Lanny Breuer’s Conflicts
NYT has a story based off a CREW FOIA for details of FBI’s investigations into John Ensign’s efforts to buy off his mistress’ husband. While the details show Ensign was even more sleazy than we knew, I’m at least as interested in this passage:
The Justice Department’s decision not to charge Mr. Ensign was widely seen as a sign of its skittishness about prosecuting and potentially losing public corruption cases in the wake of stinging courtroom defeats against former Senators Ted Stevens of Alaska and John Edwards of North Carolina. The documents confirm that speculation: In an internal email in 2011 assessing the chances of prosecuting Mr. Ensign, a top prosecutor wrote that “the legal theory is possible with the right facts” but that the “mere response” of helping a former Senate employee to find work “is not enough.” Another prosecutor wrote that “this is a really tough case to win.”
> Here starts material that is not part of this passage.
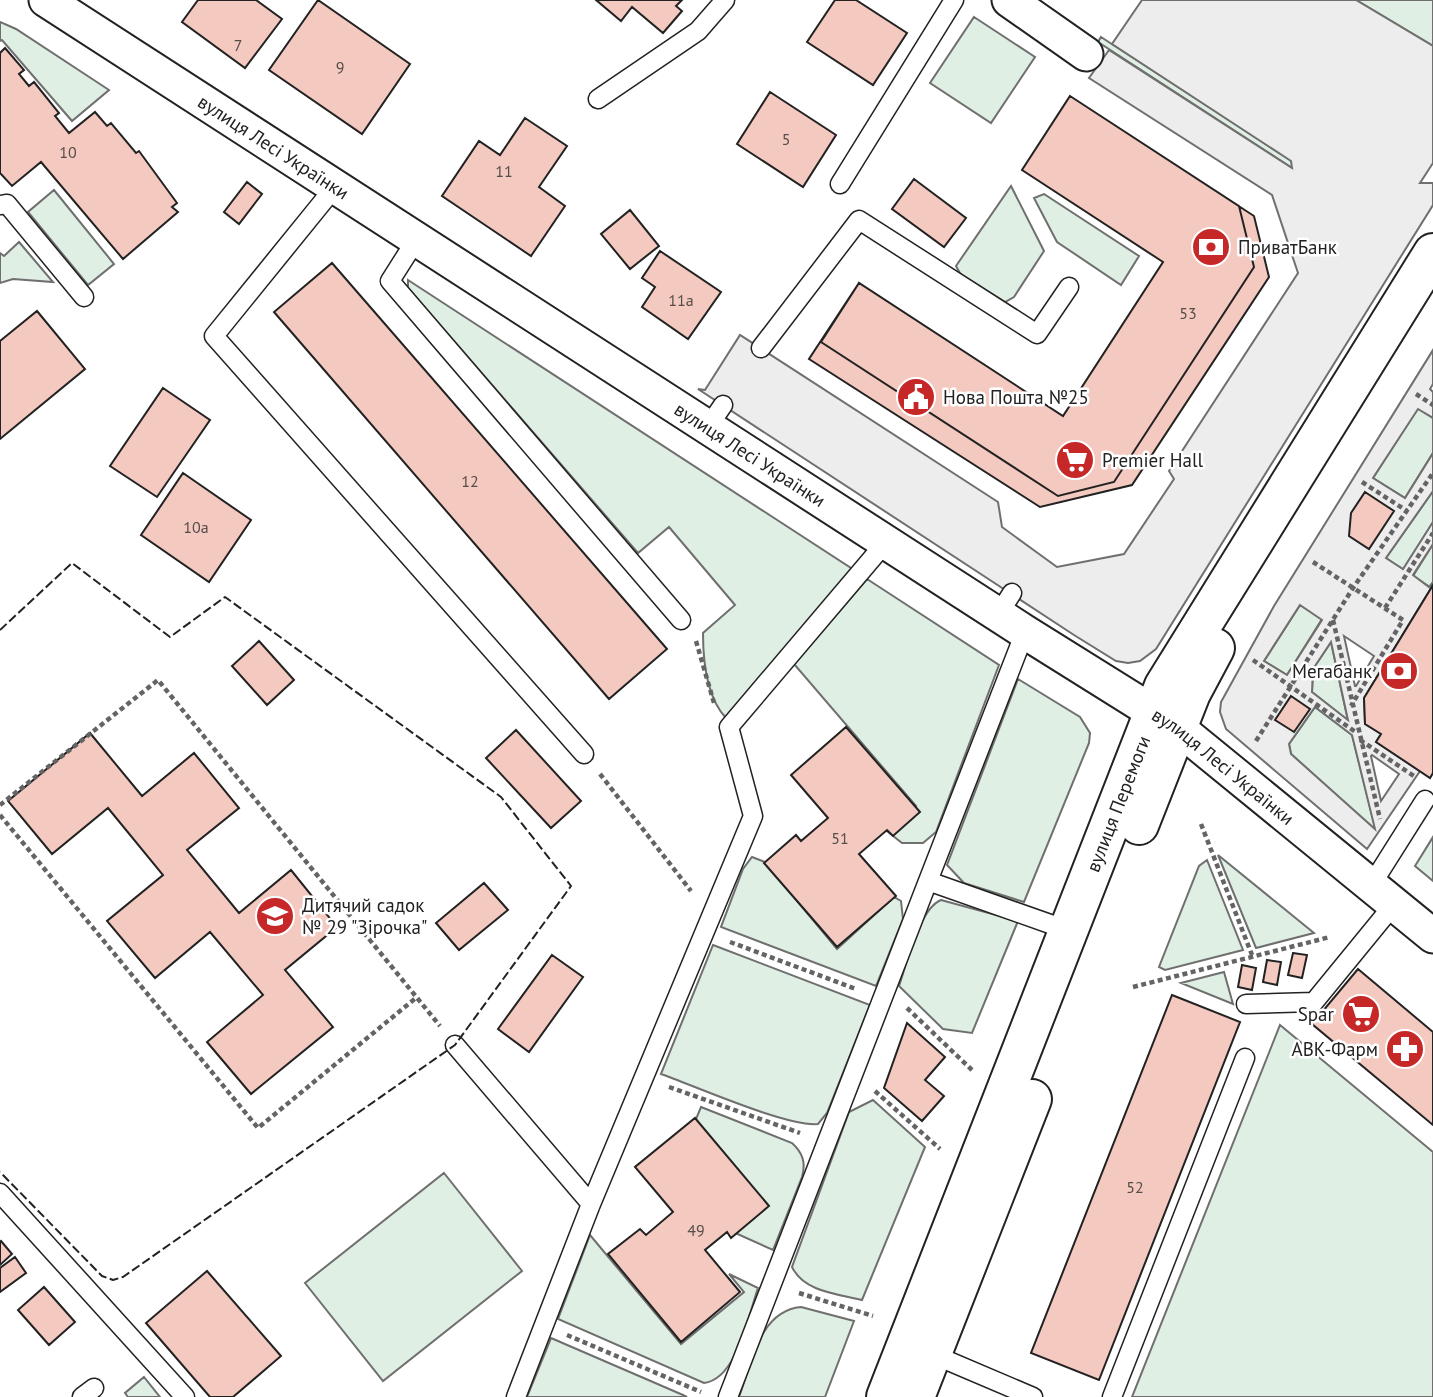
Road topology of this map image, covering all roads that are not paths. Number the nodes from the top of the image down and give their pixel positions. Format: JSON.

The documents show that the investigation was also complicated by a legal conflict; Lanny A. Breuer, head of the Justice Department’s criminal division at the time, had worked with a defense lawyer in the Ensign camp at Mr. Breuer’s prior law firm, Covington & Burling. Mr. Breuer was temporarily recused from the Ensign investigation as a result of the conflict, the records show, but later got a waiver that allowed him to oversee it with certain restrictions, officials said.
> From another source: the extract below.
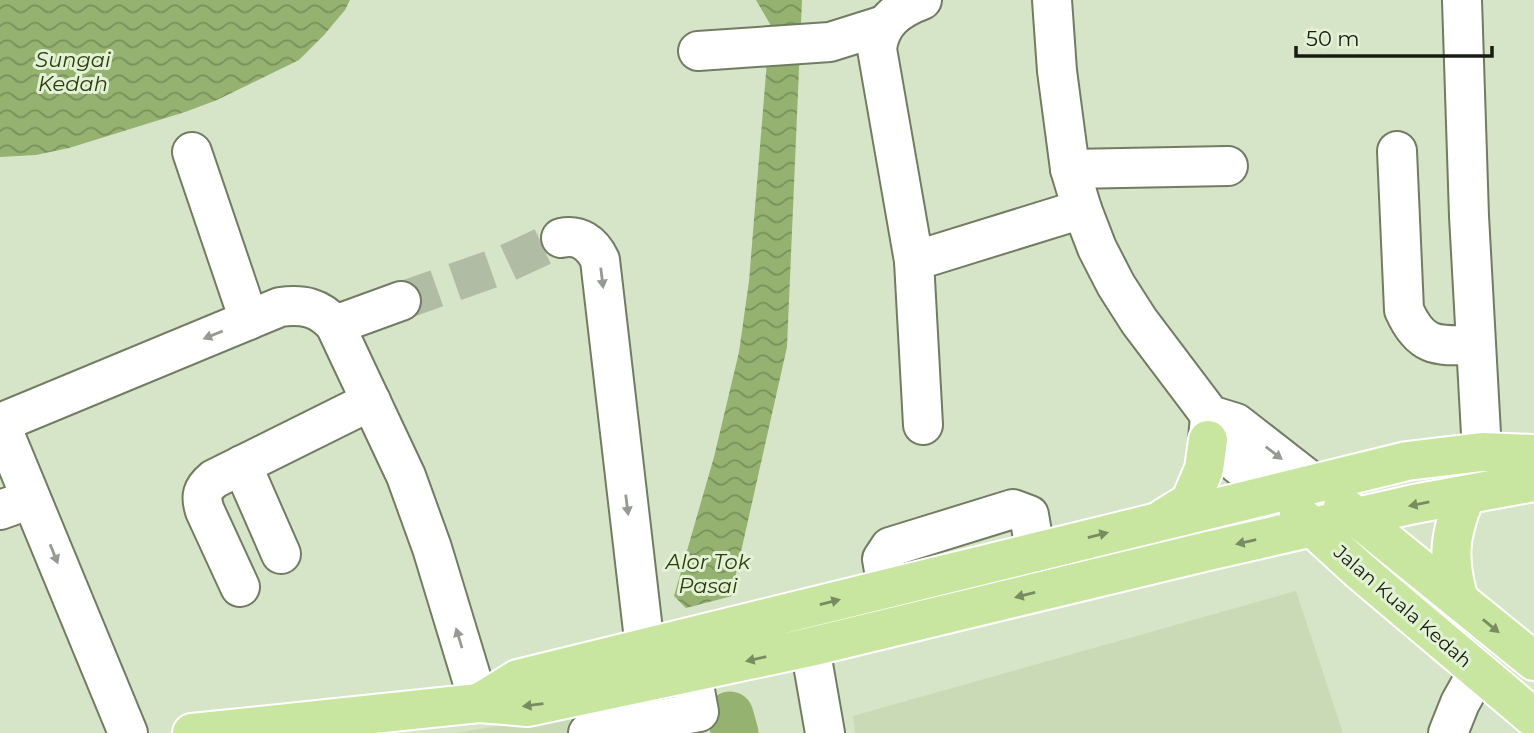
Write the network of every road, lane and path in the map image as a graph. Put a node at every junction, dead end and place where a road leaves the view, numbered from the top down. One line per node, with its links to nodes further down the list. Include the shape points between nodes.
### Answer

In 2012, Mr. Breuer and the Justice Department decided not to bring criminal charges against Mr. Ensign.
Even the Senate (!) was willing to discipline Ensign. But DOJ chose not to. And at the center of that decision was Lanny Breuer, whose once and future firm, Covington & Burling, represented Ensign. And yet Breuer found a way to un-recuse himself from the case.
It is not at all a surprise that Breuer didn’t manage his conflicts well. I argued that he didn’t back in 2009, when he made the decision to bury Dick Cheney’s CIA leak investigation interview (and make no mention of his quasi-grand jury appearance), even though he had represented John Kiriakou in the CIA leak case (and in helping him avoid grand jury testimony, hide that Cheney and Libby knew Plame was CIA earlier than they said they did).
Ironically, that was also for a CREW FOIA.
Maybe CREW should just skip the interim step and FOIA all the times Breuer ignored the conflicts he had on issues he presided over?
Conflict of interest? Hah! There is always one overriding interest to be served by all of them put together, so, no conflicts. The fact that they have legally distinct roles to play and that supposedly one oversees and/or prosecutes the other, is not of importance. Kind of like the local prosecutor deciding whether to indict a cop.
PS: Is every government, in every country, like that?